* [EXERCISE AIM] Every line from the line containing "Write the network" to the end of the data must appear in the answer exactly as it appears there, and nothing else.

* [Saved entries]
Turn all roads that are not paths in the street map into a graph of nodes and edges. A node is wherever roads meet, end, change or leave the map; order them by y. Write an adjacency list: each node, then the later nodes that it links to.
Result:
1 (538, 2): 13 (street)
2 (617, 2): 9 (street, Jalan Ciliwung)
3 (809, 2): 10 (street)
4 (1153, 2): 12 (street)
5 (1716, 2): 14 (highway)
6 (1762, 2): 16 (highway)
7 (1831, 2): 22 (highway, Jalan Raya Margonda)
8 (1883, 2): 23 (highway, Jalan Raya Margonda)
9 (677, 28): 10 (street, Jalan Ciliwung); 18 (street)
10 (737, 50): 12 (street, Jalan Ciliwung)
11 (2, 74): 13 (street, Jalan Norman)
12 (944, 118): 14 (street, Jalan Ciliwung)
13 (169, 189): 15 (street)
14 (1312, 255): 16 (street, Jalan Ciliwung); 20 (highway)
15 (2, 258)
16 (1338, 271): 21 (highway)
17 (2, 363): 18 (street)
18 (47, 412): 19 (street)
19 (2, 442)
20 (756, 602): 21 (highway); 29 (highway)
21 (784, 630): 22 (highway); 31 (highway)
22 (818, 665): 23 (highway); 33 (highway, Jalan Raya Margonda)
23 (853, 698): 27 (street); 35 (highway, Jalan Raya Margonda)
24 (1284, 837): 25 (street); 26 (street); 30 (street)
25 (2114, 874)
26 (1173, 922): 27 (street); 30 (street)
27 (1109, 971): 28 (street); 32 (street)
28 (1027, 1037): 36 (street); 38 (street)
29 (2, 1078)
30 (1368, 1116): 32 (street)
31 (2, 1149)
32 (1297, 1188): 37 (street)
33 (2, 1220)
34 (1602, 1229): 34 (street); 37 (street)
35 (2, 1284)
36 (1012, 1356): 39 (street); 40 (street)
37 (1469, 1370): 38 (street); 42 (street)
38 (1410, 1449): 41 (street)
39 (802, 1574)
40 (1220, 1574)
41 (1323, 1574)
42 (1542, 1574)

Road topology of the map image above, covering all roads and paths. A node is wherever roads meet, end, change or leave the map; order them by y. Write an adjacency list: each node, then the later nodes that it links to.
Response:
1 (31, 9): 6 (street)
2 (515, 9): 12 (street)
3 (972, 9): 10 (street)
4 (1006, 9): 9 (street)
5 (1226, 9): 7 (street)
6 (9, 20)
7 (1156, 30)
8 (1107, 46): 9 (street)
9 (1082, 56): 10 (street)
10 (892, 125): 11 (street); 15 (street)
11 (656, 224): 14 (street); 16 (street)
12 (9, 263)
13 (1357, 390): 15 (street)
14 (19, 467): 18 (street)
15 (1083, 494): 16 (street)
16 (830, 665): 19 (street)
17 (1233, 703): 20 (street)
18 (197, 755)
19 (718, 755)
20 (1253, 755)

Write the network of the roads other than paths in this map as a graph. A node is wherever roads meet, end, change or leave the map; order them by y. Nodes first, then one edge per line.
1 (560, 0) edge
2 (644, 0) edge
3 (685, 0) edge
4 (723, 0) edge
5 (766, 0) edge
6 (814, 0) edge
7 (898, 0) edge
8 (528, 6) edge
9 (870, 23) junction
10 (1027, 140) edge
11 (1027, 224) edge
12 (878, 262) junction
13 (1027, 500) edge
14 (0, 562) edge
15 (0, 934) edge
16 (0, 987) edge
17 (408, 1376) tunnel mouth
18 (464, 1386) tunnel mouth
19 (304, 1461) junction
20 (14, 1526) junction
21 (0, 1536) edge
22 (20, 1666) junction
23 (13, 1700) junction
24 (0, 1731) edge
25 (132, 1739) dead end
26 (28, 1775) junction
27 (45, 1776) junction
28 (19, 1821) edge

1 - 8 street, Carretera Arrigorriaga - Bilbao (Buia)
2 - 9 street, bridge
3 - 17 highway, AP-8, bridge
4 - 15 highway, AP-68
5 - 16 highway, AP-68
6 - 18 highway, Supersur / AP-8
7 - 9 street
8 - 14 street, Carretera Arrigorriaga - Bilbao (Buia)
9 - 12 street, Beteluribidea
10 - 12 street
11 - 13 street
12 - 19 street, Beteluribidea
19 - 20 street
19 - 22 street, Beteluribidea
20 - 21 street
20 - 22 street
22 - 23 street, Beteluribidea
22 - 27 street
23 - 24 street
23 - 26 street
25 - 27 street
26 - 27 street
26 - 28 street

* [RESPONSE FOR THIS EXERCISE]
Write the network of the roads other than paths in this map as a graph. A node is wherever roads meet, end, change or leave the map; order them by y. Nodes first, then one edge per line.
1 (560, 0) edge
2 (644, 0) edge
3 (685, 0) edge
4 (723, 0) edge
5 (766, 0) edge
6 (814, 0) edge
7 (898, 0) edge
8 (528, 6) edge
9 (870, 23) junction
10 (1027, 140) edge
11 (1027, 224) edge
12 (878, 262) junction
13 (1027, 500) edge
14 (0, 562) edge
15 (0, 934) edge
16 (0, 987) edge
17 (408, 1376) tunnel mouth
18 (464, 1386) tunnel mouth
19 (304, 1461) junction
20 (14, 1526) junction
21 (0, 1536) edge
22 (20, 1666) junction
23 (13, 1700) junction
24 (0, 1731) edge
25 (132, 1739) dead end
26 (28, 1775) junction
27 (45, 1776) junction
28 (19, 1821) edge

1 - 8 street, Carretera Arrigorriaga - Bilbao (Buia)
2 - 9 street, bridge
3 - 17 highway, AP-8, bridge
4 - 15 highway, AP-68
5 - 16 highway, AP-68
6 - 18 highway, Supersur / AP-8
7 - 9 street
8 - 14 street, Carretera Arrigorriaga - Bilbao (Buia)
9 - 12 street, Beteluribidea
10 - 12 street
11 - 13 street
12 - 19 street, Beteluribidea
19 - 20 street
19 - 22 street, Beteluribidea
20 - 21 street
20 - 22 street
22 - 23 street, Beteluribidea
22 - 27 street
23 - 24 street
23 - 26 street
25 - 27 street
26 - 27 street
26 - 28 street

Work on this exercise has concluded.